● DATA SUPPLIED:
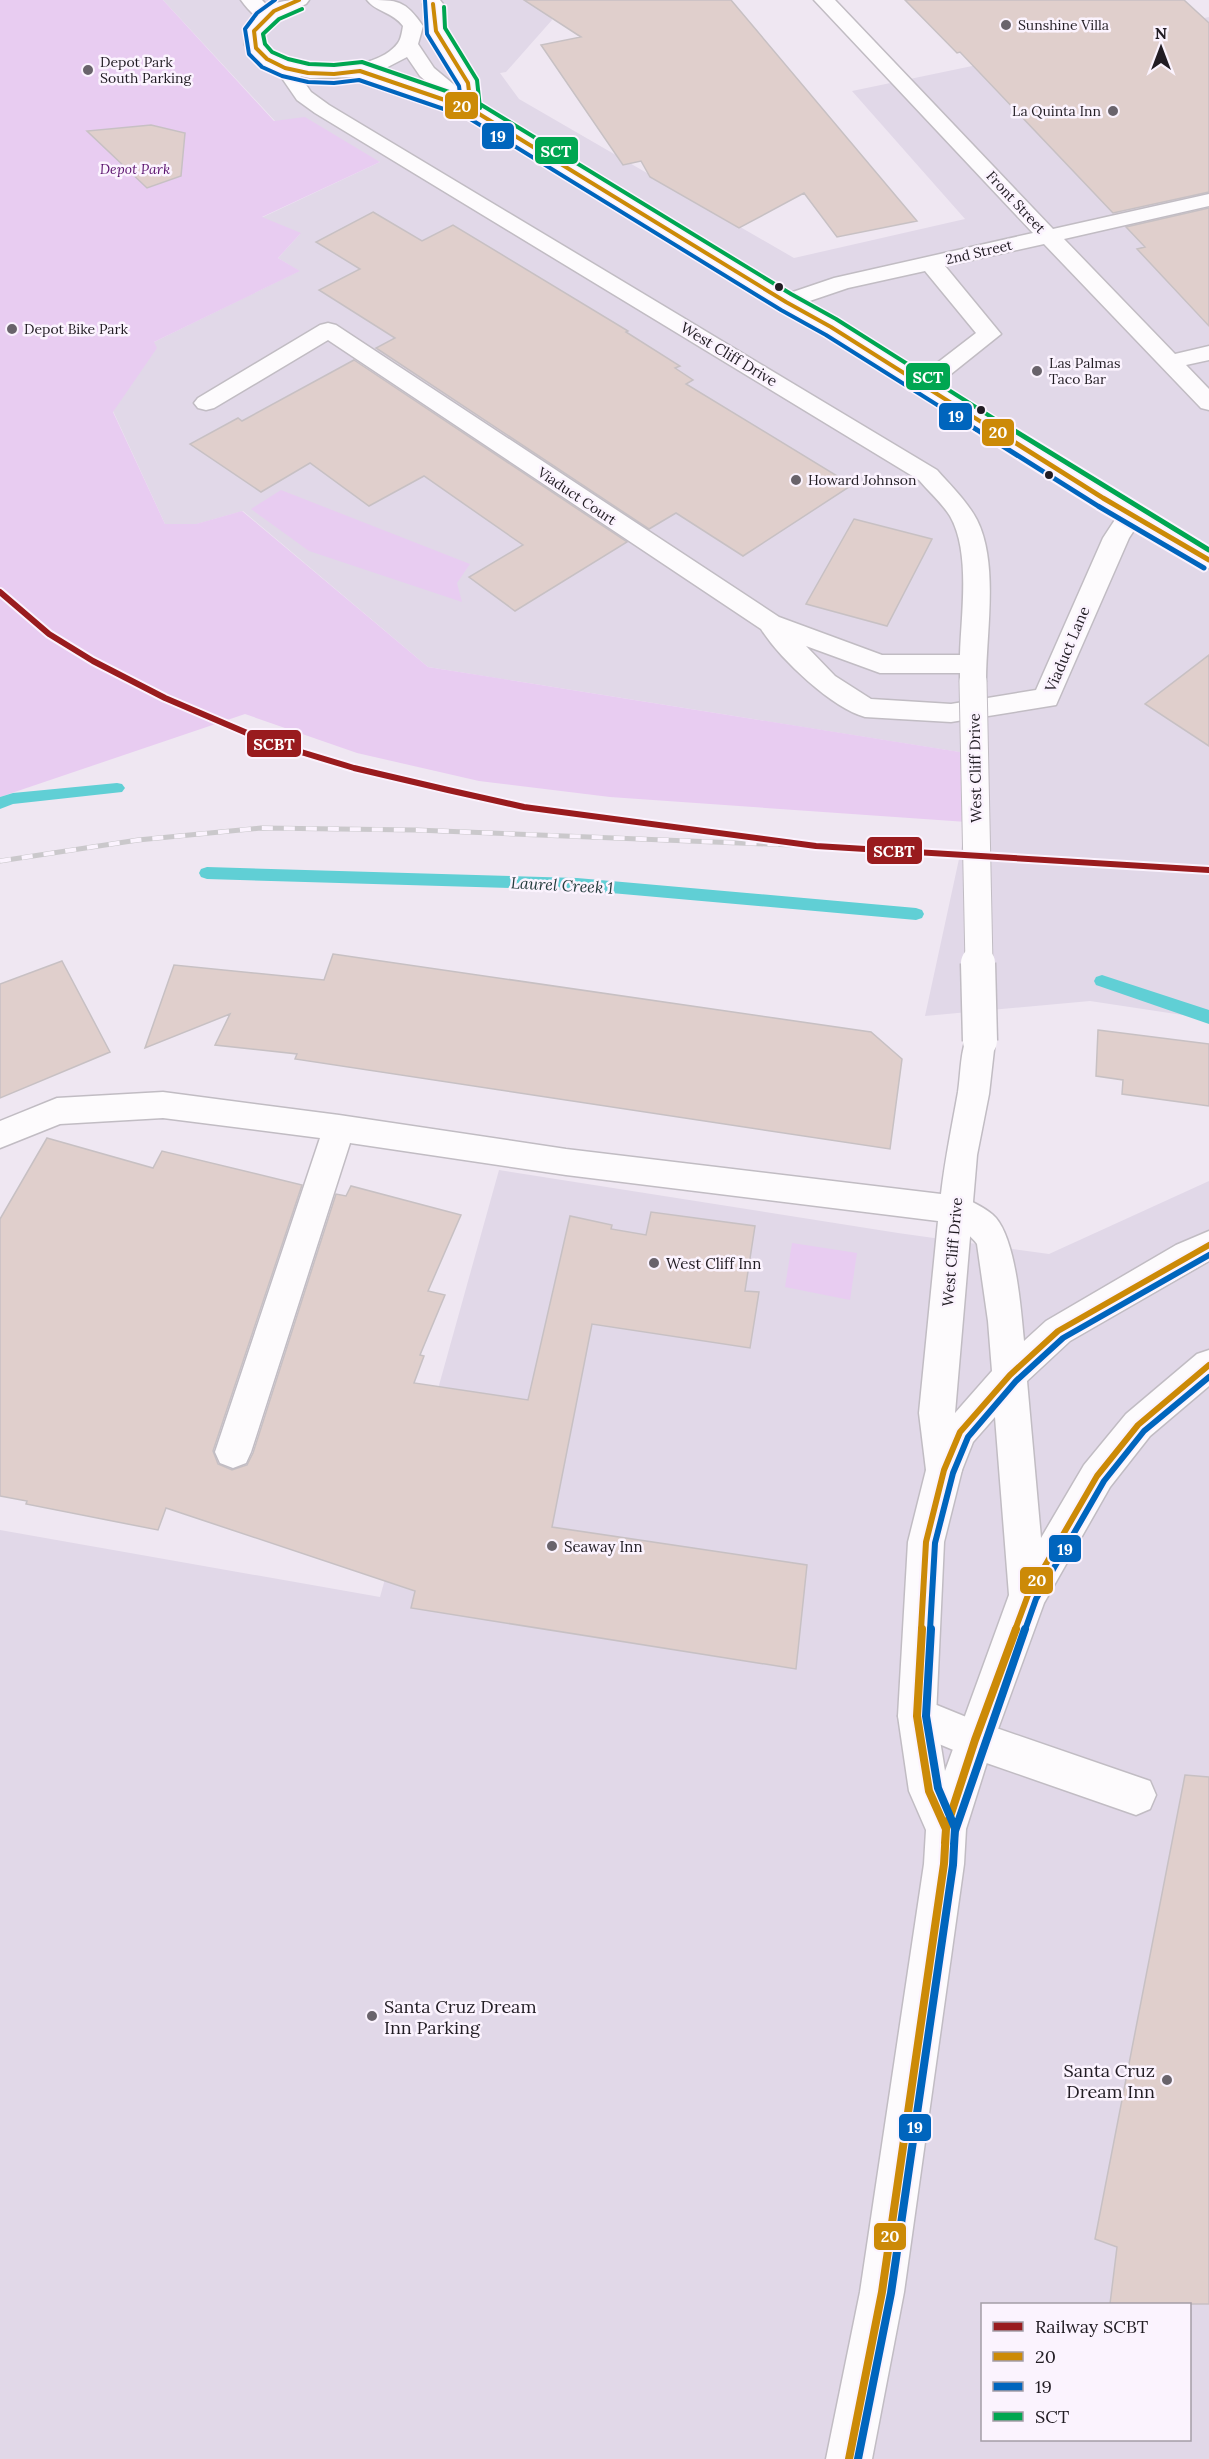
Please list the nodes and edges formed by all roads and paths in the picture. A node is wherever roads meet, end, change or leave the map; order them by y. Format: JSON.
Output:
{"nodes":[{"id":1,"x":251,"y":0,"type":"edge"},
{"id":2,"x":299,"y":0,"type":"edge"},
{"id":3,"x":377,"y":0,"type":"edge"},
{"id":4,"x":824,"y":0,"type":"edge"},
{"id":5,"x":436,"y":2,"type":"edge"},
{"id":6,"x":266,"y":15,"type":"junction"},
{"id":7,"x":410,"y":36,"type":"junction"},
{"id":8,"x":285,"y":68,"type":"junction"},
{"id":9,"x":360,"y":71,"type":"junction"},
{"id":10,"x":471,"y":109,"type":"junction"},
{"id":11,"x":1209,"y":200,"type":"edge"},
{"id":12,"x":1048,"y":237,"type":"junction"},
{"id":13,"x":930,"y":263,"type":"junction"},
{"id":14,"x":786,"y":302,"type":"junction"},
{"id":15,"x":1209,"y":353,"type":"edge"},
{"id":16,"x":1170,"y":362,"type":"junction"},
{"id":17,"x":923,"y":385,"type":"junction"},
{"id":18,"x":206,"y":403,"type":"dead end"},
{"id":19,"x":1209,"y":403,"type":"edge"},
{"id":20,"x":1131,"y":515,"type":"junction"},
{"id":21,"x":1209,"y":561,"type":"edge"},
{"id":22,"x":770,"y":623,"type":"junction"},
{"id":23,"x":973,"y":673,"type":"junction"},
{"id":24,"x":339,"y":1128,"type":"junction"},
{"id":25,"x":0,"y":1135,"type":"edge"},
{"id":26,"x":956,"y":1209,"type":"junction"},
{"id":27,"x":1209,"y":1245,"type":"edge"},
{"id":28,"x":1209,"y":1365,"type":"edge"},
{"id":29,"x":1010,"y":1375,"type":"junction"},
{"id":30,"x":233,"y":1452,"type":"dead end"},
{"id":31,"x":944,"y":1470,"type":"junction"},
{"id":32,"x":1028,"y":1595,"type":"junction"},
{"id":33,"x":917,"y":1716,"type":"junction"},
{"id":34,"x":975,"y":1740,"type":"junction"},
{"id":35,"x":1136,"y":1795,"type":"dead end"},
{"id":36,"x":946,"y":1829,"type":"junction"},
{"id":37,"x":849,"y":2459,"type":"edge"}],
"edges":[{"from":1,"to":6,"type":"street"},
{"from":2,"to":6,"type":"street"},
{"from":3,"to":7,"type":"street"},
{"from":4,"to":12,"type":"street","name":"Front Street"},
{"from":5,"to":7,"type":"street"},
{"from":5,"to":10,"type":"street"},
{"from":6,"to":8,"type":"street"},
{"from":7,"to":9,"type":"street"},
{"from":7,"to":10,"type":"street"},
{"from":8,"to":9,"type":"street"},
{"from":8,"to":23,"type":"street","name":"West Cliff Drive"},
{"from":9,"to":10,"type":"street"},
{"from":10,"to":14,"type":"street"},
{"from":11,"to":12,"type":"street","name":"2nd Street"},
{"from":12,"to":13,"type":"street","name":"2nd Street"},
{"from":12,"to":16,"type":"street","name":"Front Street"},
{"from":13,"to":14,"type":"street","name":"2nd Street"},
{"from":13,"to":17,"type":"street"},
{"from":14,"to":17,"type":"street"},
{"from":15,"to":16,"type":"street"},
{"from":16,"to":19,"type":"street","name":"Front Street"},
{"from":17,"to":20,"type":"street"},
{"from":18,"to":22,"type":"street","name":"Viaduct Court"},
{"from":20,"to":21,"type":"street"},
{"from":20,"to":22,"type":"street","name":"Viaduct Lane"},
{"from":22,"to":23,"type":"street","name":"Viaduct Court"},
{"from":23,"to":26,"type":"street","name":"West Cliff Drive","bridge":true},
{"from":24,"to":25,"type":"street"},
{"from":24,"to":26,"type":"street"},
{"from":24,"to":30,"type":"street"},
{"from":26,"to":29,"type":"street"},
{"from":26,"to":31,"type":"street","name":"West Cliff Drive"},
{"from":27,"to":29,"type":"street"},
{"from":28,"to":32,"type":"street","name":"West Cliff Drive"},
{"from":29,"to":31,"type":"street"},
{"from":29,"to":32,"type":"street"},
{"from":31,"to":33,"type":"street","name":"West Cliff Drive"},
{"from":32,"to":34,"type":"street","name":"West Cliff Drive"},
{"from":33,"to":34,"type":"street"},
{"from":33,"to":36,"type":"street","name":"West Cliff Drive"},
{"from":34,"to":35,"type":"street"},
{"from":34,"to":36,"type":"street","name":"West Cliff Drive"},
{"from":36,"to":37,"type":"street","name":"West Cliff Drive"}]}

● WHAT TO DO: Your task is to reproduce every record exactly while omitting the pictures.

● ANSWER TO THIS PROBLEM:
Please list the nodes and edges formed by all roads and paths in the picture. A node is wherever roads meet, end, change or leave the map; order them by y. Format: JSON.
Output:
{"nodes":[{"id":1,"x":251,"y":0,"type":"edge"},
{"id":2,"x":299,"y":0,"type":"edge"},
{"id":3,"x":377,"y":0,"type":"edge"},
{"id":4,"x":824,"y":0,"type":"edge"},
{"id":5,"x":436,"y":2,"type":"edge"},
{"id":6,"x":266,"y":15,"type":"junction"},
{"id":7,"x":410,"y":36,"type":"junction"},
{"id":8,"x":285,"y":68,"type":"junction"},
{"id":9,"x":360,"y":71,"type":"junction"},
{"id":10,"x":471,"y":109,"type":"junction"},
{"id":11,"x":1209,"y":200,"type":"edge"},
{"id":12,"x":1048,"y":237,"type":"junction"},
{"id":13,"x":930,"y":263,"type":"junction"},
{"id":14,"x":786,"y":302,"type":"junction"},
{"id":15,"x":1209,"y":353,"type":"edge"},
{"id":16,"x":1170,"y":362,"type":"junction"},
{"id":17,"x":923,"y":385,"type":"junction"},
{"id":18,"x":206,"y":403,"type":"dead end"},
{"id":19,"x":1209,"y":403,"type":"edge"},
{"id":20,"x":1131,"y":515,"type":"junction"},
{"id":21,"x":1209,"y":561,"type":"edge"},
{"id":22,"x":770,"y":623,"type":"junction"},
{"id":23,"x":973,"y":673,"type":"junction"},
{"id":24,"x":339,"y":1128,"type":"junction"},
{"id":25,"x":0,"y":1135,"type":"edge"},
{"id":26,"x":956,"y":1209,"type":"junction"},
{"id":27,"x":1209,"y":1245,"type":"edge"},
{"id":28,"x":1209,"y":1365,"type":"edge"},
{"id":29,"x":1010,"y":1375,"type":"junction"},
{"id":30,"x":233,"y":1452,"type":"dead end"},
{"id":31,"x":944,"y":1470,"type":"junction"},
{"id":32,"x":1028,"y":1595,"type":"junction"},
{"id":33,"x":917,"y":1716,"type":"junction"},
{"id":34,"x":975,"y":1740,"type":"junction"},
{"id":35,"x":1136,"y":1795,"type":"dead end"},
{"id":36,"x":946,"y":1829,"type":"junction"},
{"id":37,"x":849,"y":2459,"type":"edge"}],
"edges":[{"from":1,"to":6,"type":"street"},
{"from":2,"to":6,"type":"street"},
{"from":3,"to":7,"type":"street"},
{"from":4,"to":12,"type":"street","name":"Front Street"},
{"from":5,"to":7,"type":"street"},
{"from":5,"to":10,"type":"street"},
{"from":6,"to":8,"type":"street"},
{"from":7,"to":9,"type":"street"},
{"from":7,"to":10,"type":"street"},
{"from":8,"to":9,"type":"street"},
{"from":8,"to":23,"type":"street","name":"West Cliff Drive"},
{"from":9,"to":10,"type":"street"},
{"from":10,"to":14,"type":"street"},
{"from":11,"to":12,"type":"street","name":"2nd Street"},
{"from":12,"to":13,"type":"street","name":"2nd Street"},
{"from":12,"to":16,"type":"street","name":"Front Street"},
{"from":13,"to":14,"type":"street","name":"2nd Street"},
{"from":13,"to":17,"type":"street"},
{"from":14,"to":17,"type":"street"},
{"from":15,"to":16,"type":"street"},
{"from":16,"to":19,"type":"street","name":"Front Street"},
{"from":17,"to":20,"type":"street"},
{"from":18,"to":22,"type":"street","name":"Viaduct Court"},
{"from":20,"to":21,"type":"street"},
{"from":20,"to":22,"type":"street","name":"Viaduct Lane"},
{"from":22,"to":23,"type":"street","name":"Viaduct Court"},
{"from":23,"to":26,"type":"street","name":"West Cliff Drive","bridge":true},
{"from":24,"to":25,"type":"street"},
{"from":24,"to":26,"type":"street"},
{"from":24,"to":30,"type":"street"},
{"from":26,"to":29,"type":"street"},
{"from":26,"to":31,"type":"street","name":"West Cliff Drive"},
{"from":27,"to":29,"type":"street"},
{"from":28,"to":32,"type":"street","name":"West Cliff Drive"},
{"from":29,"to":31,"type":"street"},
{"from":29,"to":32,"type":"street"},
{"from":31,"to":33,"type":"street","name":"West Cliff Drive"},
{"from":32,"to":34,"type":"street","name":"West Cliff Drive"},
{"from":33,"to":34,"type":"street"},
{"from":33,"to":36,"type":"street","name":"West Cliff Drive"},
{"from":34,"to":35,"type":"street"},
{"from":34,"to":36,"type":"street","name":"West Cliff Drive"},
{"from":36,"to":37,"type":"street","name":"West Cliff Drive"}]}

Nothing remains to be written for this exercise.